Each part of the system has a waterproof 2-pin connector, so they can be disconnected and replaced. These need 6 to 8 hours to get enough charge to light them up for a good 6 hours.

There are only two spots in my yard that get sunlight for that long, both are in far away corners of my house. The lights I have there will get enough power to stay on the longest, while the others will last 1 to 2 hours.

As an experiment, I ran a long outdoor-rated wire to where the most sunlight is from a darker area. I wired two solar panels in parallel and connected two of the battery packs to that wire. As expected, it works: both lights get power and charge. The battery pack with an additional 10 ft extension cable is running shorter than the one without. Only connecting one battery pack, as expected, leads to a longer runtime.

With this in mind I'm considering two options:

  1. Get 8 or 12 W panels for each set of lights. This would at least provide more juice so the batteries can charge faster but it wouldn't solve the issue in the areas that get less sunlight would still have some lights on and some off at different times of the day unless I run long extensions for each panel.
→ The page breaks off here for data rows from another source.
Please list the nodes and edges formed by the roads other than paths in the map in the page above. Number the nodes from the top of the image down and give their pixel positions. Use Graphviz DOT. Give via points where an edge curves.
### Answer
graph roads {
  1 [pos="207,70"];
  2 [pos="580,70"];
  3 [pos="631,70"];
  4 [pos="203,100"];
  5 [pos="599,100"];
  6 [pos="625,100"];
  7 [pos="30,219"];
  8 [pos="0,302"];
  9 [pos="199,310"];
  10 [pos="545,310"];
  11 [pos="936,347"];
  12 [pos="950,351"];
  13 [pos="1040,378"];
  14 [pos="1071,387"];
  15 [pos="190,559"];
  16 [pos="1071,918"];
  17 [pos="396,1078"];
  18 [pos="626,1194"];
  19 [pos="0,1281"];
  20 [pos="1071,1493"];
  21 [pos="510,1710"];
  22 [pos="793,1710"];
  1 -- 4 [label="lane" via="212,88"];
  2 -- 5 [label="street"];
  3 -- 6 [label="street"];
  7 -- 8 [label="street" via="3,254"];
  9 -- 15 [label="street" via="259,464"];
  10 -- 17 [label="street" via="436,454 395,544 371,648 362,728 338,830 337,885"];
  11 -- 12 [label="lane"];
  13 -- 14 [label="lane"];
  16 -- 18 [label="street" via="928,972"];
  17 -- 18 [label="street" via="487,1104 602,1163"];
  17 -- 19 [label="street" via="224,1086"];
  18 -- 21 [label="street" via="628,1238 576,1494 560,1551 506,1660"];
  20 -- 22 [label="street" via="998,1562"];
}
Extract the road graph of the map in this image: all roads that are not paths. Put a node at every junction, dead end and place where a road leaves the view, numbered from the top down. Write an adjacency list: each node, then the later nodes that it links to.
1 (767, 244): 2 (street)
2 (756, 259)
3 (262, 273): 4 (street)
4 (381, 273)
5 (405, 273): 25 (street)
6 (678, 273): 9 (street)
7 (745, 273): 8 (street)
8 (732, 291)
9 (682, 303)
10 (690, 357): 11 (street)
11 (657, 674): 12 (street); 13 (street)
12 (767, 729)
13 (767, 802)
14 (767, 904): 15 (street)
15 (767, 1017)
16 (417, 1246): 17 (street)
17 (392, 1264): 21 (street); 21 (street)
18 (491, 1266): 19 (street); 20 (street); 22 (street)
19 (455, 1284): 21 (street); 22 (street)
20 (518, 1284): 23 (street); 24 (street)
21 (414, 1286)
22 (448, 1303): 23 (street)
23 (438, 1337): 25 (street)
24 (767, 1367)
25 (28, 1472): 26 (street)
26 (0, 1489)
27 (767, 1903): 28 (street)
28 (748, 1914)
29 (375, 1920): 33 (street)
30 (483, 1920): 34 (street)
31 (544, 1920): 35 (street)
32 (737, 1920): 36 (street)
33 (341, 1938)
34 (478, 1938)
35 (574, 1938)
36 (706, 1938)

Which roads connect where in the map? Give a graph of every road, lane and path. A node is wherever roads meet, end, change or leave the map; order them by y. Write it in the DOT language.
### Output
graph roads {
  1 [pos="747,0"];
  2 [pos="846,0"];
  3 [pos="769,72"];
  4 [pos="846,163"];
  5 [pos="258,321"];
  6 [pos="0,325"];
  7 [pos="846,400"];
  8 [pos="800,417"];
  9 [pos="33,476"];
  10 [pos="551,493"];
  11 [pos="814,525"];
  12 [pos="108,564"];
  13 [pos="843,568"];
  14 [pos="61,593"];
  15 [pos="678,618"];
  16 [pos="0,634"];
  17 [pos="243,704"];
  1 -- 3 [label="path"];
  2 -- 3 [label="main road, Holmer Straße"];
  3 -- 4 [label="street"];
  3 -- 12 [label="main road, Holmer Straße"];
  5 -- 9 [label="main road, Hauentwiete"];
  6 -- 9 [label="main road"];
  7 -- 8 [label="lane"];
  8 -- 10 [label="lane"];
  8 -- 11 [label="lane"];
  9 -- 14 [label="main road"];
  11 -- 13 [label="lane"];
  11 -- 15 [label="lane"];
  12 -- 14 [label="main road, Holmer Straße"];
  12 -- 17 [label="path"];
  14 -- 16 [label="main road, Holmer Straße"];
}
  2. Get a 12 V 50 W solar panel which would be placed on the sunny side, then run that wire from the shadier area. This wire would now have 12 V. I can then add an additional waterproof box near each set with a regulator to drop the voltage down to 6 volts and feed the four sets of lights on each side of the yard from one panel. I'm aware I will need a wire that is waterproof and rated for that voltage and wattage and there will be a voltage drop since it's about 90 feet from front to back.

Are either of these ideas good?

I'm a programmer and I do embedded circuits (self-taught) but I've never dealt with solar panels or battery chargers.

I would prefer option #2 using a 12 V 50 W panel but I'm not sure if there are risks I haven't considered.

If it's a 50 W solar panel and the load is only 4 W, will that damage the panel, or will the panel just generate the amount of power that the load draws and the rest will be heat on the panel?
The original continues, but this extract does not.